Rotes Kreuz ohne Rechtskunde

May 10, 2016 by hotminnie

BERICHT

Der Präsident des Deutschen Roten Kreuzes (DRK) forderte eine klare Unterscheidung zwischen Asylsuchenden und Wirtschaftsflüchtlingen, damit nicht mehr Migranten nach Deutschland kämen, als dieses integrieren kann. Das Asylrecht müsse auch in Zukunft für politisch Verfolgte gelten, sagte Rudolf Seiters der FAZ.

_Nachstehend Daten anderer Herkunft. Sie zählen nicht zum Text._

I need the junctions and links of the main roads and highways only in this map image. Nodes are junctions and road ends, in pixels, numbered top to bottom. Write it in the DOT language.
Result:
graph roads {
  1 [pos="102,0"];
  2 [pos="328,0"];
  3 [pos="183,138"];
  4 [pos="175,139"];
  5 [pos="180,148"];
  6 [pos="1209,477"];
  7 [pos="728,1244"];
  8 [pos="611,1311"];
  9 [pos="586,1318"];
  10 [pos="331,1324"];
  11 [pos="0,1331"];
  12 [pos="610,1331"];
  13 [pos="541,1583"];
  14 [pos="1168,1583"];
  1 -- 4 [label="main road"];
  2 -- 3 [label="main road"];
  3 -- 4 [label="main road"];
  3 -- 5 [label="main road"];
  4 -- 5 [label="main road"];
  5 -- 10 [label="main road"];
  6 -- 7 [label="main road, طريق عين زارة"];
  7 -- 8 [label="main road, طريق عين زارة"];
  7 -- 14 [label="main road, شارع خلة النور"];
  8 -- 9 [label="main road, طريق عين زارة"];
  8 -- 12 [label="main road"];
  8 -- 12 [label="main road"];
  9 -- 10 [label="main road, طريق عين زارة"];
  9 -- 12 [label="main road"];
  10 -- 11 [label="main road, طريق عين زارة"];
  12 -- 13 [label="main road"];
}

seitersEs ist wirklich nur mehr bestürzend, dass kein einziger deutscher Politiker und kein Leiter eines Fachverbandes mehr in der Lage zu sein scheint, vor einem Interview einen Rechtskundigen zu fragen.
Die von Seiters geforderte Unterscheidung gibt es nicht. Wirtschaftsflüchtlinge sind schon von vornherein keine Flüchtlinge. Menschen, die aus anderen Gründen nach Deutschland kommen, sind dann keine Flüchtlinge — so steht es im Grundgesetz — wenn sie aus einem sicheren Drittstaat nach Deutschland kommen. Das sind ausnahmslos alle dieser Scheinflüchtlinge.
Das Asylrecht gilt selbstverständlich für Verfolgte. Aber nicht für jene, die extra aus anderen Kontinenten nach Deutschland reisen und vortäuschen, daheim verfolgt zu sein. Denn auch das sind die wenigsten davon.
Migranten wiederum sind Leute, die in ein anderes Land ziehen, um etwa dort zu arbeiten oder zu studieren, aber nicht bleiben wollen.
Tränenreich fügte Seiters hinzu, 2015 sei das Jahr der Flüchtlinge und der ehrenamtlichen Helfer gewesen. Möglich, aber nicht für Deutschland. Dort sind es bloß illegale Ausländer, und die ehrenamtlichen Helfer würde man objektiv eher als Schleuser bezeichnen.
Seiters meint noch, die Belastung, besonders für die humanitären Organisationen, könne so auf Dauer nicht weitergehen. Zwar richtig, aber an die falsche Adresse. Denn Deutschland müsste rund 2 Millionen dieser Scheinasylanten raschest abschieben, um wieder Luft holen zu können.